** Task prompt **
Lines below containing the word "function" should be copied out.
================================
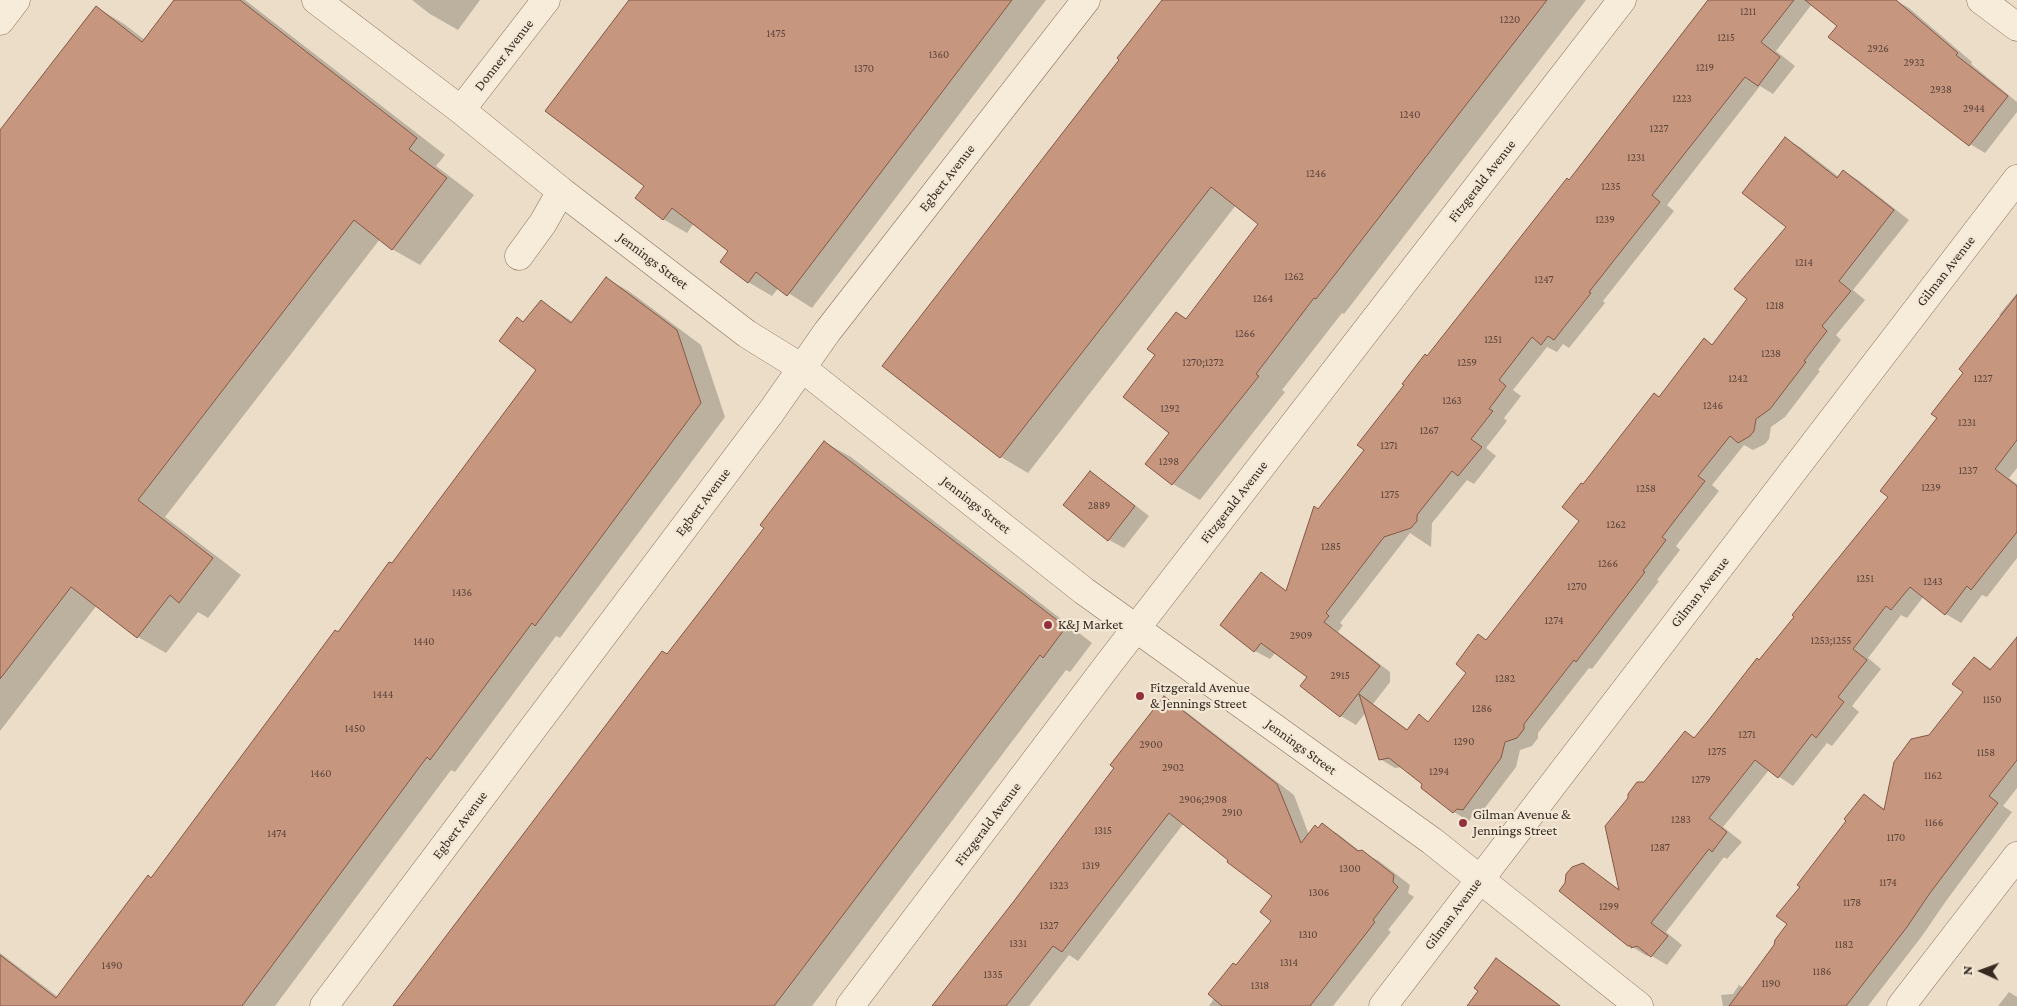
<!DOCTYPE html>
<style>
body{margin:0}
#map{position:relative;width:2017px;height:1006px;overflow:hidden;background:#ebddc7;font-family:"Crimson Pro",serif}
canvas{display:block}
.north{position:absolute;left:1957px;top:946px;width:50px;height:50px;-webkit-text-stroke:4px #f3e8d6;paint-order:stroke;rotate:272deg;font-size:14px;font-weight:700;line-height:20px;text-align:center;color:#372920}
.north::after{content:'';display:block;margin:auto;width:18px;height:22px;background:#372920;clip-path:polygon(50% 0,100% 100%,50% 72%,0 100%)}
</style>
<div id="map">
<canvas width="2017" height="1006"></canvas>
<div class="north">N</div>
</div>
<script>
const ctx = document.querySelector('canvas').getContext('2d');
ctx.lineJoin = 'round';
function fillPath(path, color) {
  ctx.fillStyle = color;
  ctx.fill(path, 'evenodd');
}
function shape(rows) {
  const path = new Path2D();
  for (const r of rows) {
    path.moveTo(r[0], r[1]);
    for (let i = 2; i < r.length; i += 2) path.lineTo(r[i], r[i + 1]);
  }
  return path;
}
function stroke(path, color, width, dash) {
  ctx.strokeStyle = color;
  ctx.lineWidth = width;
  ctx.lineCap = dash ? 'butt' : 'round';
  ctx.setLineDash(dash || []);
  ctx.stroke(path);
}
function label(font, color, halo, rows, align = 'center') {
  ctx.font = font + ' "Crimson Pro",serif';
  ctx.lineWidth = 4.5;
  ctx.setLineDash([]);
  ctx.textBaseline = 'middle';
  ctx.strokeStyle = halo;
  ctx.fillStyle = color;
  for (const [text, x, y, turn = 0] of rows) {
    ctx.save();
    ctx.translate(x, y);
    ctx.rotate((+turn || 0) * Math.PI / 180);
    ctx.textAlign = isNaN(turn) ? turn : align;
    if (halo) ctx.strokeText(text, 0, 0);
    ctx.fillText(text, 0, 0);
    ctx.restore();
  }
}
fillPath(shape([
 [176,0,245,0,445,155,436,166,474,195,420,265,392,249,380,239,165,517,241,575,208,618,198,612,166,653,138,637,97,605,0,731,0,132,96,7,124,24,145,40],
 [412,0,480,0,458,30,430,14],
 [631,0,1046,0,812,308,779,287,772,296,748,282,730,250,694,223,687,233,663,219,646,186],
 [1165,0,1586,0,1344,314,1342,313,1282,390,1285,392,1200,500,1173,484,1147,464,1171,433,1157,355,1177,313,1187,319,1260,224,1236,205,1028,473,1001,457,884,365],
 [1710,0,1895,0,1909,8,1972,62,1971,64,2017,102,2017,112,1985,153,1970,144,1839,26,1812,4,1776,51,1795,66,1773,94,1760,86,1667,205,1674,211,1603,301,1605,303,1569,348,1563,344,1557,352,1547,347,1513,390,1521,396,1504,418,1507,421,1486,448,1496,456,1474,484,1467,480,1432,523,1431,547,1410,533,1340,623,1343,625,1338,632,1390,672,1390,682,1373,704,1408,730,1419,716,1430,722,1468,672,1486,640,1581,521,1584,486,1660,398,1704,340,1713,345,1748,299,1788,227,1785,139,1800,147,1839,177,1843,171,1858,180,1909,220,1853,290,1865,300,1836,335,1841,340,1818,370,1820,371,1785,417,1771,427,1769,439,1765,444,1753,450,1744,445,1712,485,1719,491,1676,546,1680,550,1657,580,1659,581,1592,669,1589,668,1538,733,1538,738,1532,746,1520,750,1516,767,1478,817,1472,816,1469,821,1454,812,1423,787,1423,784,1402,767,1395,768,1380,759,1366,712,1356,725,1341,716,1302,686,1309,677,1276,652,1270,659,1255,651,1221,624,1261,573,1287,591,1319,510,1366,450,1428,357,1570,181],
 [606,278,630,292,701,345,725,417,560,638,556,636,455,772,451,770,275,1006,0,1006,0,953,58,997,152,879,392,565,537,370,517,318,525,323,541,301,573,322],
 [2017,293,2017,468,2009,478,2017,484,2017,558,1987,597,1982,595,1961,623,1946,614,1924,596,1907,618,1901,615,1868,658,1881,669,1852,706,1859,712,1832,746,1827,743,1793,786,1769,770,1723,827,1742,842,1727,859,1724,857,1666,932,1682,945,1667,965,1650,955,1647,956,1629,945,1583,864,1620,890,1645,783,1686,733,1695,738,1760,661,1889,497,2001,316,1999,315],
 [824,442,851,457,1092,643,1070,672,1066,670,812,1006,395,1006,766,528],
 [1090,473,1105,482,1149,516,1124,548,1109,540,1065,505],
 [2017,639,2017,788,2003,806,2012,812,1946,901,1922,936,1868,1006,1723,1006,1721,995,1733,994,1739,985,1744,988,1776,946,1789,924,1802,887,1864,796,1885,809,1930,736,1964,692,1974,658,1992,669],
 [1164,698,1180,707,1294,795,1309,835,1319,829,1322,825,1338,834,1361,852,1379,861,1410,885,1408,893,1414,897,1388,930,1391,932,1333,1006,1209,1006,1236,967,1273,921,1273,896,1184,823,1078,961,1069,955,1029,1006,934,1006,1115,768],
 [1497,960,1512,969,1561,1006,1468,1006,1480,991],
 [2009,992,2017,997,2017,1006,1998,1006]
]), '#0003');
const building = shape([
 [174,0,240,0,417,138,409,149,447,178,392,250,354,220,138,500,213,558,179,603,170,595,137,638,71,587,0,679,0,130,96,6,142,42,174,0],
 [629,0,1012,0,787,296,756,272,748,283,720,262,728,251,672,208,663,220,635,198,644,186,545,111,629,0],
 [1162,0,1547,0,1316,299,1314,298,1256,374,1259,376,1172,485,1145,464,1169,433,1123,397,1155,355,1147,349,1176,312,1186,319,1258,224,1211,187,1000,458,882,366,1119,60,1117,58,1162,0],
 [1708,0,1794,0,1761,42,1780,57,1758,86,1745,77,1652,195,1660,202,1589,292,1591,293,1554,340,1548,336,1541,345,1532,337,1499,380,1506,386,1489,409,1493,411,1471,439,1482,447,1458,476,1452,471,1417,515,1417,521,1411,528,1384,537,1326,613,1329,616,1324,622,1380,666,1340,717,1300,686,1307,677,1261,643,1254,652,1220,625,1261,572,1286,591,1314,506,1318,509,1364,450,1357,445,1404,385,1402,384,1425,354,1427,356,1567,178,1569,180,1708,0],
 [1805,0,1896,0,1958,53,1956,55,2008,96,1969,146,1828,37,1837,26,1805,0],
 [1785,137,1837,178,1843,170,1894,210,1839,281,1851,291,1822,326,1827,331,1804,361,1806,362,1770,409,1756,419,1754,431,1750,436,1738,443,1730,436,1698,476,1705,481,1662,537,1666,540,1643,571,1645,572,1576,662,1574,660,1524,724,1524,729,1517,738,1505,742,1501,758,1463,810,1457,809,1453,813,1421,788,1422,784,1389,758,1379,760,1359,694,1407,730,1419,714,1428,722,1466,673,1456,664,1478,634,1486,640,1579,521,1562,507,1581,483,1583,484,1654,393,1659,397,1704,338,1712,345,1747,299,1734,289,1786,227,1742,193,1785,137],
 [606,277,677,330,701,403,535,626,532,623,430,760,427,757,242,1006,0,1006,0,955,56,998,148,875,151,878,335,630,338,632,389,562,392,563,442,496,536,370,499,341,517,317,523,322,541,300,571,323,606,277],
 [2017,295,2017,440,1995,469,2017,486,2017,532,1971,590,1967,586,1945,615,1910,587,1891,610,1886,606,1853,649,1867,660,1838,697,1844,702,1816,738,1812,734,1778,778,1755,760,1709,818,1727,832,1712,852,1709,849,1651,923,1668,936,1651,957,1637,946,1631,948,1631,946,1628,946,1559,891,1565,883,1566,874,1572,867,1583,863,1619,890,1605,826,1628,798,1628,794,1637,782,1644,782,1685,731,1694,738,1708,721,1757,658,1759,660,1794,617,1792,615,1888,497,1880,491,1937,418,1931,414,1963,373,1959,369,2017,295],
 [824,441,1066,627,1043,658,1040,655,774,1006,393,1006,662,651,667,654,705,605,764,528,760,525,824,441],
 [1090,471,1135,506,1108,541,1063,505,1090,471],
 [2017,637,2017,760,1989,796,1998,803,1930,893,1907,927,1846,1006,1729,1006,1774,945,1775,940,1787,924,1776,916,1800,887,1797,885,1846,821,1844,819,1864,794,1884,810,1894,762,1911,739,1929,735,1963,692,1952,684,1974,657,1990,670,2017,637],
 [1164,696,1277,784,1301,843,1315,825,1318,828,1322,823,1358,851,1362,850,1394,875,1393,882,1398,887,1373,920,1375,922,1310,1006,1222,1006,1208,994,1233,963,1236,965,1271,921,1260,912,1272,896,1227,862,1228,860,1169,813,1062,952,1053,946,1006,1006,932,1006,1014,901,1114,768,1110,765,1164,696],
 [1496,958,1560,1006,1467,1006,1478,991,1474,988,1496,958]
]);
fillPath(building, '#c7967f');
stroke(building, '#835745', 1);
const minor = shape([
 [316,0,461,110,561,191,747,334,802,368,1084,591,1432,841,1639,1006],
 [1981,0,2017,27],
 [0,21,16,0],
 [461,110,546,0],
 [519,256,543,223,561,191],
 [324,1006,771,412,827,332,1086,0],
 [850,1006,1110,662,1622,0],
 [1383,1006,2017,179],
 [1901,1006,2017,856]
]);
stroke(minor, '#866f5d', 29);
stroke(minor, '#f7ebd9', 28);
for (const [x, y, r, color] of [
 [1048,625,5,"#91313b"],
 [1140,696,5,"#91313b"],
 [1463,823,5,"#91313b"]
]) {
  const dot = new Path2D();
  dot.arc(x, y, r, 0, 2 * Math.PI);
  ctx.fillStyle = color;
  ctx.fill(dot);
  stroke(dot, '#f3e8d6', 2);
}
label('11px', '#5b4438', null, [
 ["1211",1748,12],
 ["1220",1510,20],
 ["1475",776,34],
 ["1215",1726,38],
 ["2926",1878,49],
 ["1360",939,55],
 ["2932",1914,63],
 ["1219",1705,68],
 ["1370",864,69],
 ["2938",1941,90],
 ["1223",1682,99],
 ["2944",1974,109],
 ["1240",1410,115],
 ["1227",1659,129],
 ["1231",1636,158],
 ["1246",1316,174],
 ["1235",1611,187],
 ["1239",1605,220],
 ["1214",1804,263],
 ["1262",1294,277],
 ["1247",1544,280],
 ["1264",1263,299],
 ["1218",1775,306],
 ["1266",1245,334],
 ["1251",1493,340],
 ["1238",1771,354],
 ["1270;1272",1203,363],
 ["1259",1467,363],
 ["1242",1738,379],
 ["1227",1983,379],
 ["1263",1452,401],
 ["1246",1713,406],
 ["1292",1170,409],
 ["1231",1967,423],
 ["1267",1429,431],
 ["1271",1389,446],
 ["1298",1169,462],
 ["1237",1968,471],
 ["1239",1931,488],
 ["1258",1646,489],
 ["1275",1390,495],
 ["2889",1099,506],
 ["1262",1616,525],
 ["1285",1331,547],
 ["1266",1608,564],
 ["1251",1865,579],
 ["1243",1933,582],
 ["1270",1577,587],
 ["1436",462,593],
 ["1274",1554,621],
 ["2909",1301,636],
 ["1253;1255",1831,641],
 ["1440",424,642],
 ["2915",1340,676],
 ["1282",1505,679],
 ["1444",383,695],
 ["1150",1992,700],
 ["1286",1482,709],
 ["1450",355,729],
 ["1271",1747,735],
 ["1290",1464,742],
 ["2900",1151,745],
 ["1275",1717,752],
 ["1158",1986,753],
 ["2902",1173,768],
 ["1294",1439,772],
 ["1460",321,774],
 ["1162",1933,776],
 ["1279",1701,780],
 ["2906;2908",1203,800],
 ["2910",1232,813],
 ["1283",1681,820],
 ["1166",1934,823],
 ["1315",1103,831],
 ["1474",277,834],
 ["1170",1896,838],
 ["1287",1660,848],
 ["1319",1091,866],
 ["1300",1350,869],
 ["1174",1888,883],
 ["1323",1059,886],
 ["1306",1319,893],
 ["1178",1852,903],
 ["1299",1609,907],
 ["1327",1049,926],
 ["1310",1308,935],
 ["1331",1018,944],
 ["1182",1844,945],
 ["1314",1289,963],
 ["1490",112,966],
 ["1186",1822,972],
 ["1335",993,975],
 ["1190",1771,984],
 ["1318",1260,986]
]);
label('14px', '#372920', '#f3e8d6', [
 ["Donner Avenue",504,55,-52],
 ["Egbert Avenue",947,178,-52],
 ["Fitzgerald Avenue",1482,181,-52],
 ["Jennings Street",653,261,37],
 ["Gilman Avenue",1946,271,-52],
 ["Egbert Avenue",703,502,-53],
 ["Fitzgerald Avenue",1234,502,-52],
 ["Jennings Street",976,505,38],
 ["Gilman Avenue",1700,592,-52],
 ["Jennings Street",1301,747,36],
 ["Fitzgerald Avenue",988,824,-53],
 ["Egbert Avenue",460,825,-53],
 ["Gilman Avenue",1453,914,-53]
]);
label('14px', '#372920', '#f3e8d6', [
 ["K&J Market",1058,625],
 ["Fitzgerald Avenue",1150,688],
 ["& Jennings Street",1150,704],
 ["Gilman Avenue &",1473,815],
 ["Jennings Street",1473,831]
], 'left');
</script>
================================
** Result of the task **
function fillPath(path, color) {
function shape(rows) {
function stroke(path, color, width, dash) {
function label(font, color, halo, rows, align = 'center') {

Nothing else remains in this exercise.